(SOURCE DATA Opens)

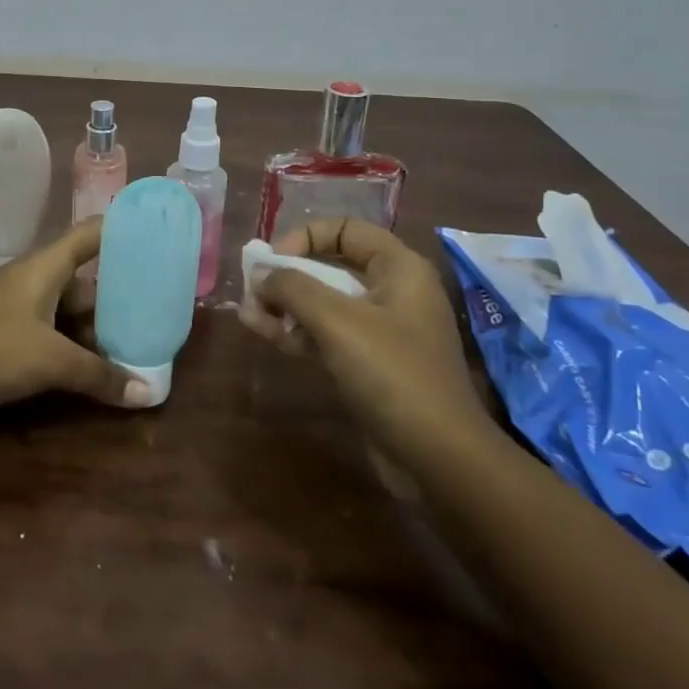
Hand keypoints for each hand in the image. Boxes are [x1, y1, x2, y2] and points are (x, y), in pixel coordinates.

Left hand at [0, 221, 151, 414]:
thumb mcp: (50, 360)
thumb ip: (99, 375)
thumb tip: (148, 393)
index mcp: (46, 266)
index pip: (91, 233)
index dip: (122, 228)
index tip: (155, 233)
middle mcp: (33, 279)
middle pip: (83, 280)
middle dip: (116, 299)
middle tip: (153, 314)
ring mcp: (15, 307)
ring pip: (66, 311)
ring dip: (93, 330)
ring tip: (130, 349)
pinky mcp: (2, 334)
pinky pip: (47, 333)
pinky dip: (69, 347)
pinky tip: (89, 370)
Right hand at [250, 220, 493, 463]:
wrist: (440, 459)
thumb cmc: (393, 374)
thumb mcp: (337, 322)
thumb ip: (292, 288)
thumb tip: (260, 274)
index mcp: (399, 268)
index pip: (346, 229)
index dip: (305, 237)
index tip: (273, 260)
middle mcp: (392, 292)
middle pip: (331, 266)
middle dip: (287, 276)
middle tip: (252, 290)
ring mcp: (382, 331)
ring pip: (324, 304)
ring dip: (285, 306)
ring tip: (248, 314)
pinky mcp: (370, 365)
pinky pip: (327, 335)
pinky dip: (297, 332)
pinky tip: (264, 332)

(SOURCE DATA Closes)

### YOUR ASSIGNMENT
"middle dip: (287, 276)" marks the last line to keep. Retype every line from the start of the entries through that one, exactly, and drop the pictures.

### RESPONSE BELOW
Hand keypoints for each hand in the image. Boxes are [x1, y1, x2, y2] and points are (x, y), in pixel coordinates.

Left hand at [0, 221, 151, 414]:
thumb mcp: (50, 360)
thumb ip: (99, 375)
thumb tip: (148, 393)
index mcp: (46, 266)
index pip: (91, 233)
index dip: (122, 228)
index tip: (155, 233)
middle mcp: (33, 279)
middle pip: (83, 280)
middle dip: (116, 299)
middle tip: (153, 314)
ring mcp: (15, 307)
ring pip: (66, 311)
ring dip: (93, 330)
ring tip: (130, 349)
pinky mcp: (2, 334)
pinky pip: (47, 333)
pinky dip: (69, 347)
pinky tip: (89, 370)
Right hand at [250, 220, 493, 463]:
wrist: (440, 459)
thumb cmc: (393, 374)
thumb mcp: (337, 322)
thumb ip: (292, 288)
thumb tip: (260, 274)
index mcp: (399, 268)
index pip: (346, 229)
index dip: (305, 237)
index tip: (273, 260)
middle mcp: (392, 292)
middle pip: (331, 266)
middle dip: (287, 276)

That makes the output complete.